You know, sometimes I wonder what swoon I was in to spend an entire career with a CPA firm. It appears that the money is in setting up and franchising seasonal tax preparation storefronts.

In 2012 ITS attracted the attention of the U.S. Department of Justice – and in a bad way. In 2013 a district court permanently enjoined ITS and its owner from having anything to do with preparing federal tax returns.

COMMENT: Ouch.

Our protagonist was good friends with the owner of ITS. So close, in fact, that Justice refused to allow him to take over the ITS tax preparation business.

COMMENT: Something about helping the ITS owner hide around $5 million.

A third party stepped up to take over the ITS business.
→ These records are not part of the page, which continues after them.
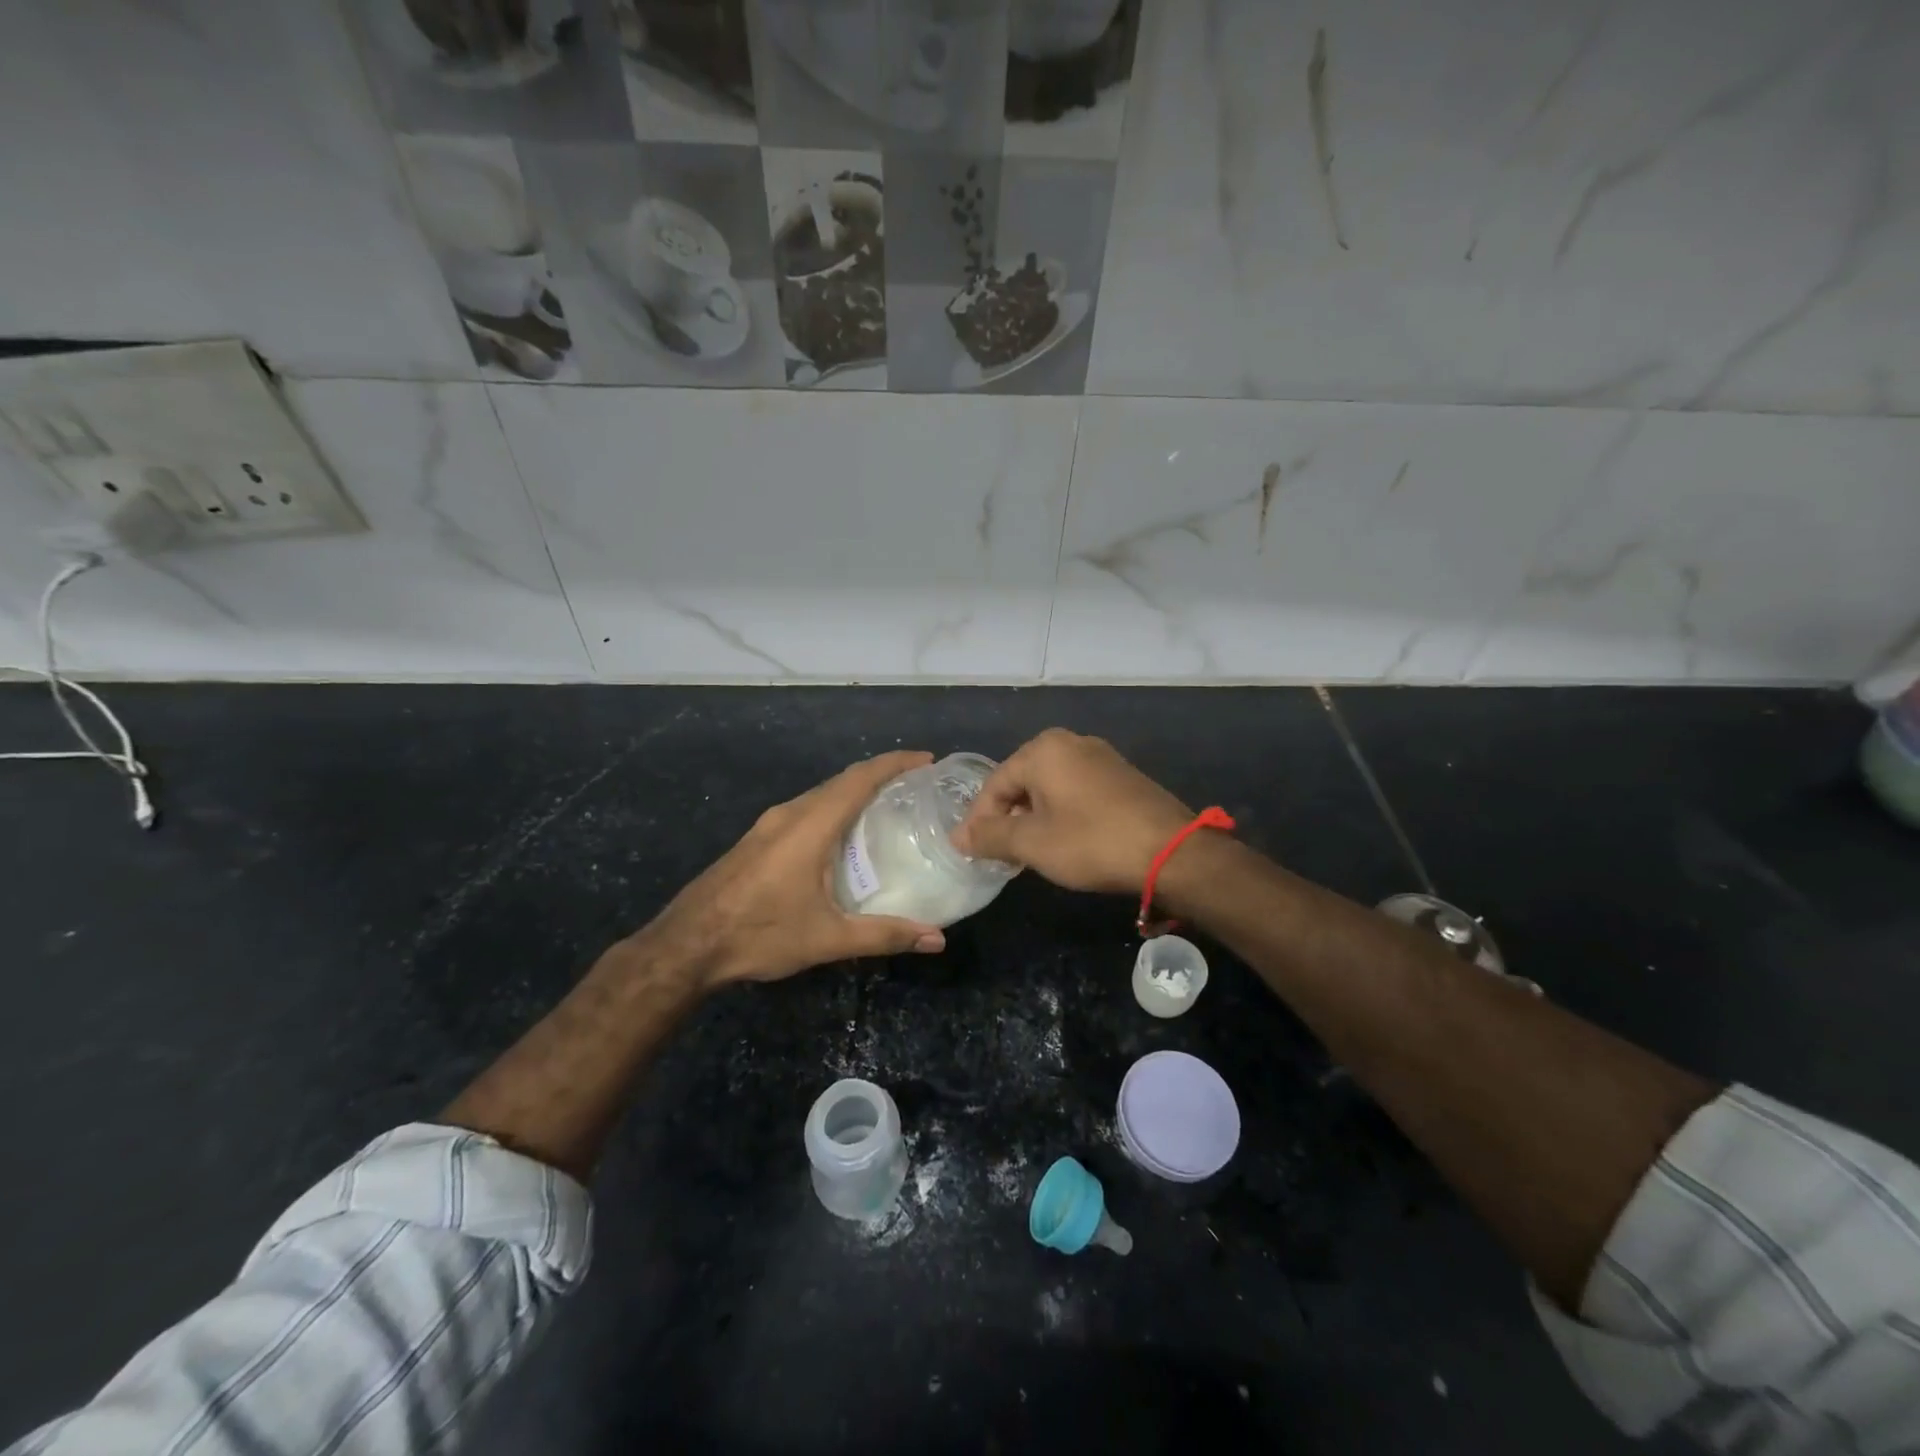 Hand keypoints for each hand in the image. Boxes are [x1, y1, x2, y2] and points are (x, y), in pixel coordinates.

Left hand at [637, 751, 946, 987]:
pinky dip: (833, 810)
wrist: (685, 945)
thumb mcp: (827, 938)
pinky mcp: (757, 840)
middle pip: (842, 781)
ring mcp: (768, 825)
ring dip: (855, 793)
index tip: (927, 760)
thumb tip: (936, 940)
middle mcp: (789, 814)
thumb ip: (884, 935)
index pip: (860, 778)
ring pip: (821, 795)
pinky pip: (805, 811)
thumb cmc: (759, 934)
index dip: (895, 763)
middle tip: (916, 787)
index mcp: (810, 825)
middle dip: (881, 776)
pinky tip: (843, 838)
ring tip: (888, 809)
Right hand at [951, 728, 1194, 894]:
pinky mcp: (1121, 775)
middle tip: (1002, 854)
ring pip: (1049, 787)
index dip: (979, 820)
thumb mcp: (1033, 843)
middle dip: (1008, 818)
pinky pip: (1075, 790)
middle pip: (1021, 781)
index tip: (974, 852)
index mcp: (1043, 750)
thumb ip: (990, 836)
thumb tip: (957, 836)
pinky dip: (1061, 813)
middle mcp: (1071, 742)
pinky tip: (1065, 841)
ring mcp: (1100, 756)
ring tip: (1031, 852)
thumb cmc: (1092, 842)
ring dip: (1034, 818)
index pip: (995, 784)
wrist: (1171, 851) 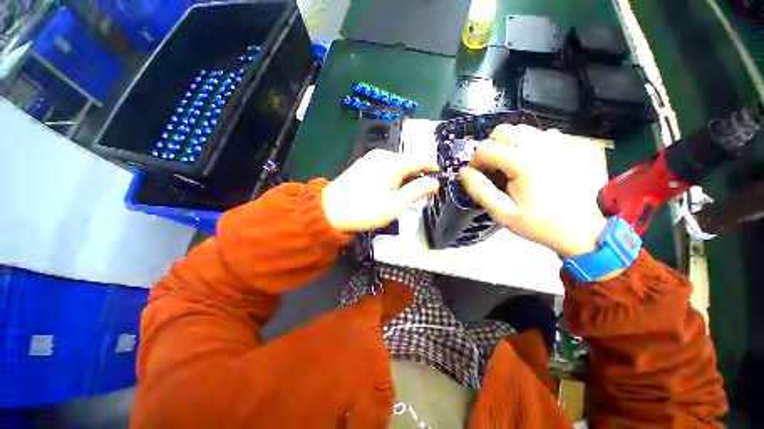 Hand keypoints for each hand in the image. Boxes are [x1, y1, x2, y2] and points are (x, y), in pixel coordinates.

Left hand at [322, 149, 439, 232]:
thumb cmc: (365, 210)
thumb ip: (417, 191)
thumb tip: (435, 182)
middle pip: (408, 161)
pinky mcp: (363, 164)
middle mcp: (383, 155)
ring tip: (408, 191)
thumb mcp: (395, 204)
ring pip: (396, 164)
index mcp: (393, 162)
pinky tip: (391, 187)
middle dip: (418, 174)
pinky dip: (393, 175)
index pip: (420, 160)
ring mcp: (371, 158)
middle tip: (424, 190)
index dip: (432, 167)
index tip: (440, 176)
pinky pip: (385, 166)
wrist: (330, 211)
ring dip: (405, 175)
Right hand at [459, 125, 606, 257]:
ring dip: (512, 146)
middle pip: (503, 131)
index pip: (484, 148)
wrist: (588, 230)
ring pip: (524, 130)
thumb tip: (463, 172)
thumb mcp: (503, 213)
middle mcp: (543, 144)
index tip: (479, 176)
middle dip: (491, 148)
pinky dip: (534, 146)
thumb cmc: (541, 224)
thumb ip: (479, 190)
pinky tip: (539, 165)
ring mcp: (564, 141)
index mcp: (523, 162)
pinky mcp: (577, 143)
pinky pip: (546, 136)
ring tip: (516, 167)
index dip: (475, 162)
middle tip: (494, 168)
This new person formed Great Tax LLC, and many of the ITS franchisees came on board.

Our protagonist was not to be denied, however. He bought the tax preparation software from ITS, put it in an entity called Refunds Plus, LLC (RP), and in turn leased the software to Great Tax LLC.
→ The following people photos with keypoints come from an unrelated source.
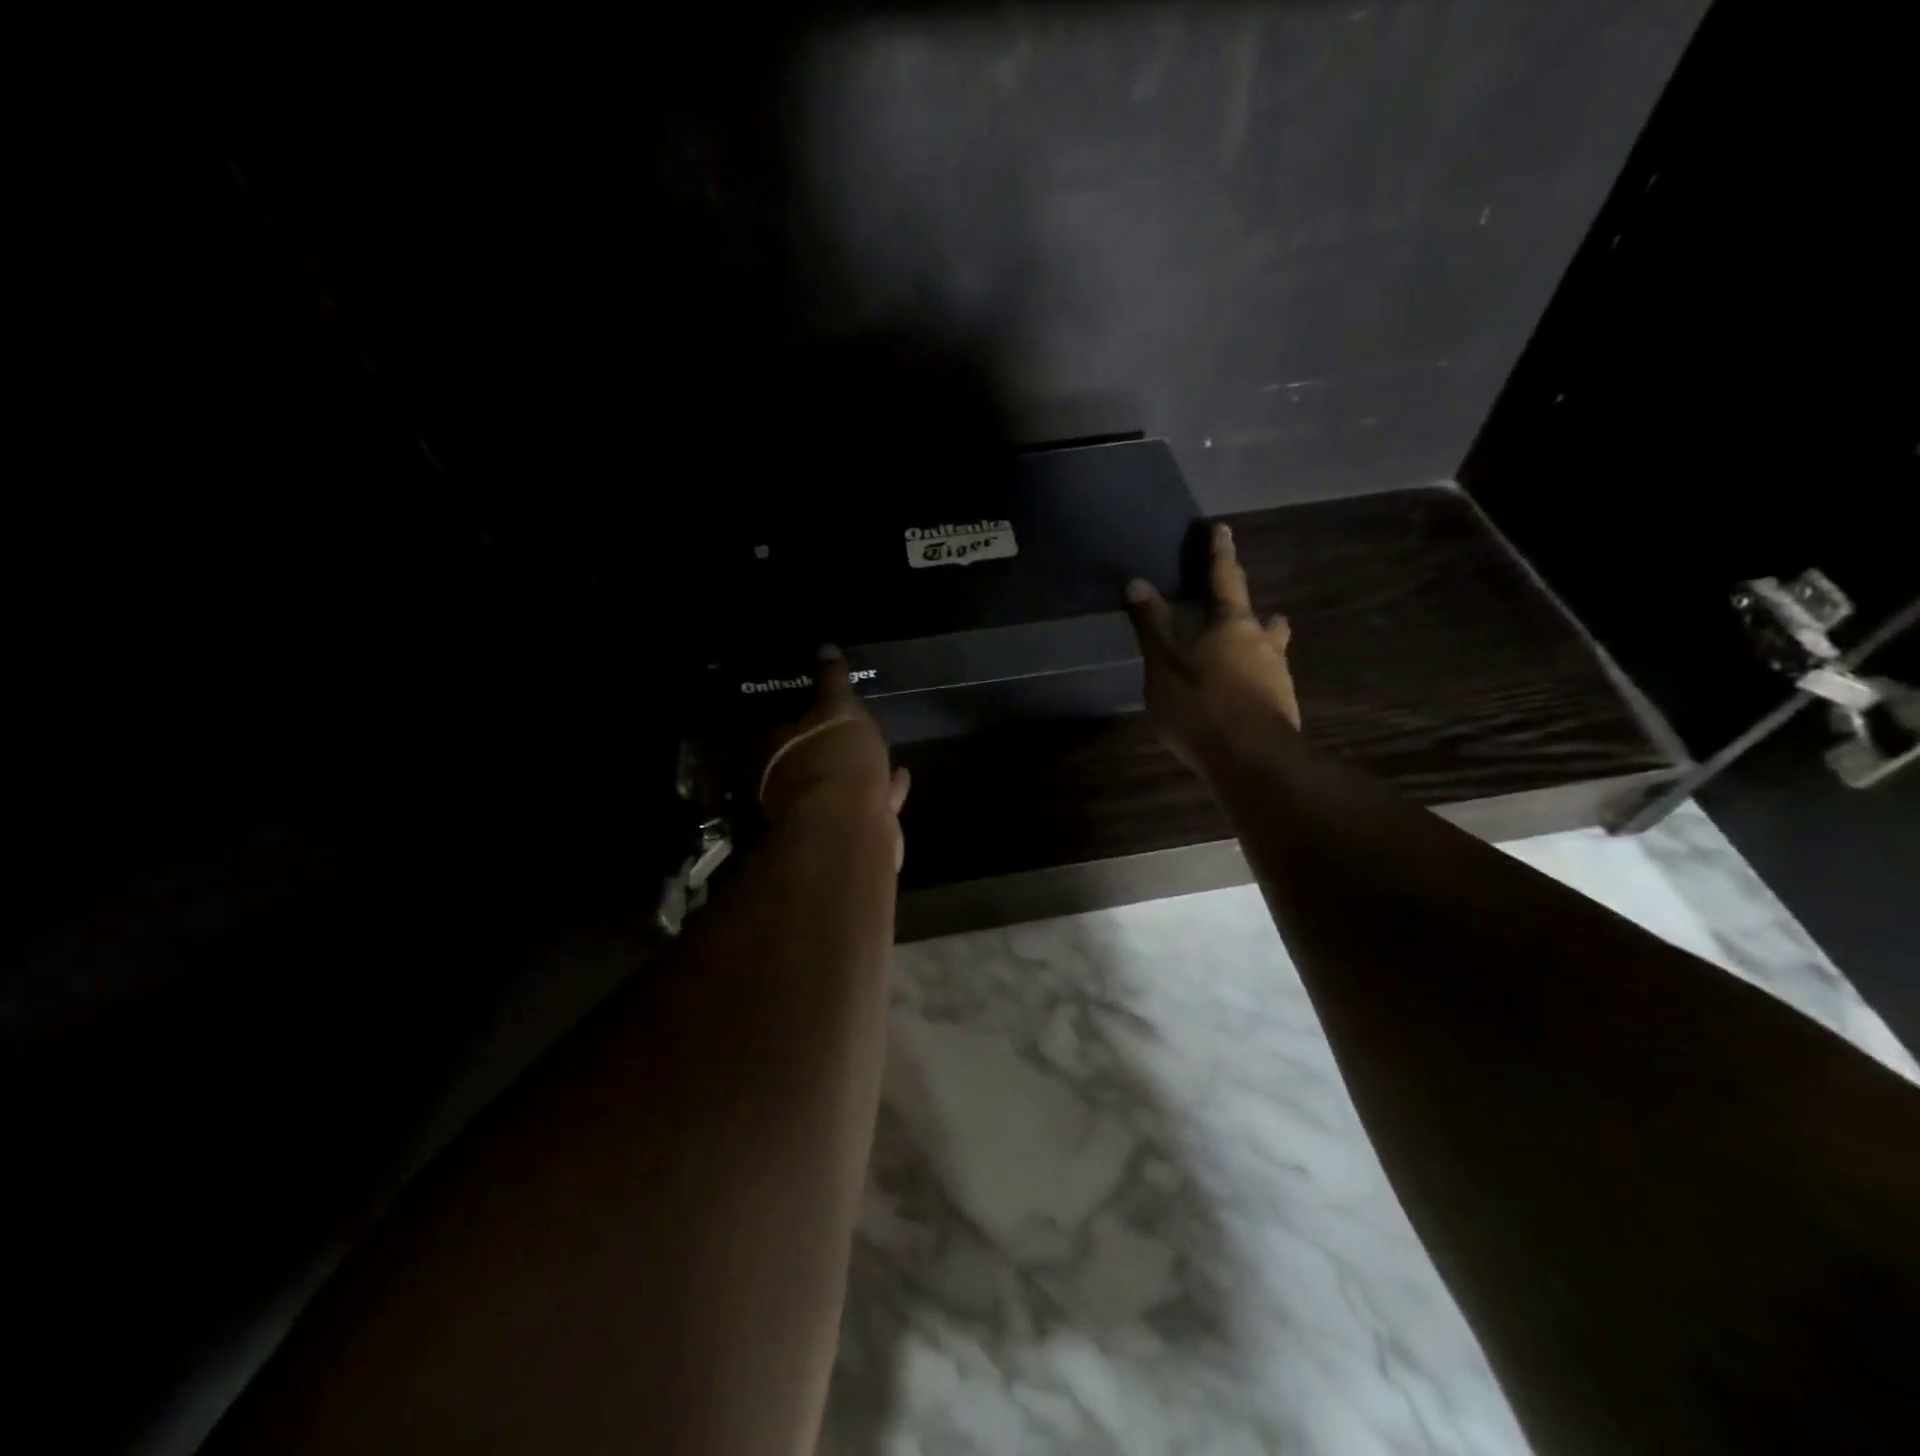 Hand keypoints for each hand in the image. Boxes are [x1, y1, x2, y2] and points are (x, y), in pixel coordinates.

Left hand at [759, 647, 910, 867]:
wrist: (852, 826)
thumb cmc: (836, 758)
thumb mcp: (837, 707)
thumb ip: (832, 681)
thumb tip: (825, 648)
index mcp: (781, 752)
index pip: (787, 729)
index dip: (805, 717)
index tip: (824, 707)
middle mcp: (796, 785)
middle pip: (814, 760)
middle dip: (832, 748)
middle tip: (852, 731)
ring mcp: (825, 812)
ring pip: (843, 784)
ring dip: (860, 769)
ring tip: (880, 751)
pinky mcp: (855, 831)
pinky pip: (873, 801)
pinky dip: (886, 789)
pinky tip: (902, 776)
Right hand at [1124, 522, 1299, 769]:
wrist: (1252, 761)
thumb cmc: (1201, 706)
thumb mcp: (1164, 665)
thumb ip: (1152, 625)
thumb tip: (1137, 582)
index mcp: (1233, 625)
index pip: (1225, 578)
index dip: (1219, 553)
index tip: (1221, 528)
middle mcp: (1263, 643)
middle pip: (1260, 616)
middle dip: (1250, 608)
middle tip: (1239, 607)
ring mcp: (1278, 677)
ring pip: (1271, 650)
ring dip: (1259, 645)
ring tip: (1242, 654)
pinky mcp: (1282, 708)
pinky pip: (1267, 682)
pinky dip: (1253, 680)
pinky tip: (1240, 697)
COMMENT: There is existing commercial tax preparation software, of varying levels of sophistication. We, for example, use software that allows for very complicated returns. It costs a fortune, by the way. There is other software that tones it down a bit, as perhaps the tax practice prepares few or no returns of great complexity. In any event, writing my own software seems a monumental waste of time and money, except for the following tell:

“using this software to process tax returns for GTX customers, most or all of whom expected refunds.”

Most or all?  Riiiigggghht. Perhaps it is just as well that I have stayed with a CPA firm for all these years.

Great Tax LLC paid our protagonist $100.95 for each return it processed and which claimed a refund.

COMMENT: Was a non-refund return free?

Our protagonist worked out an arrangement with Great Tax which allowed him to take money out of Great Tax’s bank account. He also opened a bank account for RP. He moved over $3 million from Great Tax during 2014.

However, he did not deposit the monies from Great Tax into the RP bank account.

So where did the money go?

Who knows.

Since this went to Court, we know that the IRS figured-out what was going on.

Our protagonist agreed that he owed the taxes, but he requested abatement of the penalties for reasonable cause.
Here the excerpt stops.